*What the task asks*:
Extract every record, keeping each one exactly as it is.

Collected data
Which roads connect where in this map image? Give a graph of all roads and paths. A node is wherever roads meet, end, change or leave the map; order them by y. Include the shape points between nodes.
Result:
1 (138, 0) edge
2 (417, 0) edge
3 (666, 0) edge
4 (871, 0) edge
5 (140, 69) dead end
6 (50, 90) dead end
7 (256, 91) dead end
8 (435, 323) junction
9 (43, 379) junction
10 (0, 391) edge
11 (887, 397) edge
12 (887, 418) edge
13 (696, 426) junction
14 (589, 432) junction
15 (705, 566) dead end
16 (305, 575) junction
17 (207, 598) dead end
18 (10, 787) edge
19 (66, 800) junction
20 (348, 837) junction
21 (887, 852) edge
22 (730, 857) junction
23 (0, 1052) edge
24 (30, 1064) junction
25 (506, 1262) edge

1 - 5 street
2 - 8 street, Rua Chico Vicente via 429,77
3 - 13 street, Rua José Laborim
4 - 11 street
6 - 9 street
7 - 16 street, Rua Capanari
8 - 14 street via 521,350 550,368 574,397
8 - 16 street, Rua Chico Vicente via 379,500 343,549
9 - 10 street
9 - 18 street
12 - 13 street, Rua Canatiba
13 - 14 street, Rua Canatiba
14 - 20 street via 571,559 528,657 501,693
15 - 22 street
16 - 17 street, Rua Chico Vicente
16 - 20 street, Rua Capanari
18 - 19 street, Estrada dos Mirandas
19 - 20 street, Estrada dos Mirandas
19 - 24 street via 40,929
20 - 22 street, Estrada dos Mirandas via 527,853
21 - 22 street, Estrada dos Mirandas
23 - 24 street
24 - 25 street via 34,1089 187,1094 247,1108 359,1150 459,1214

*Response*:
Which roads connect where in this map image? Give a graph of all roads and paths. A node is wherever roads meet, end, change or leave the map; order them by y. Include the shape points between nodes.
Result:
1 (138, 0) edge
2 (417, 0) edge
3 (666, 0) edge
4 (871, 0) edge
5 (140, 69) dead end
6 (50, 90) dead end
7 (256, 91) dead end
8 (435, 323) junction
9 (43, 379) junction
10 (0, 391) edge
11 (887, 397) edge
12 (887, 418) edge
13 (696, 426) junction
14 (589, 432) junction
15 (705, 566) dead end
16 (305, 575) junction
17 (207, 598) dead end
18 (10, 787) edge
19 (66, 800) junction
20 (348, 837) junction
21 (887, 852) edge
22 (730, 857) junction
23 (0, 1052) edge
24 (30, 1064) junction
25 (506, 1262) edge

1 - 5 street
2 - 8 street, Rua Chico Vicente via 429,77
3 - 13 street, Rua José Laborim
4 - 11 street
6 - 9 street
7 - 16 street, Rua Capanari
8 - 14 street via 521,350 550,368 574,397
8 - 16 street, Rua Chico Vicente via 379,500 343,549
9 - 10 street
9 - 18 street
12 - 13 street, Rua Canatiba
13 - 14 street, Rua Canatiba
14 - 20 street via 571,559 528,657 501,693
15 - 22 street
16 - 17 street, Rua Chico Vicente
16 - 20 street, Rua Capanari
18 - 19 street, Estrada dos Mirandas
19 - 20 street, Estrada dos Mirandas
19 - 24 street via 40,929
20 - 22 street, Estrada dos Mirandas via 527,853
21 - 22 street, Estrada dos Mirandas
23 - 24 street
24 - 25 street via 34,1089 187,1094 247,1108 359,1150 459,1214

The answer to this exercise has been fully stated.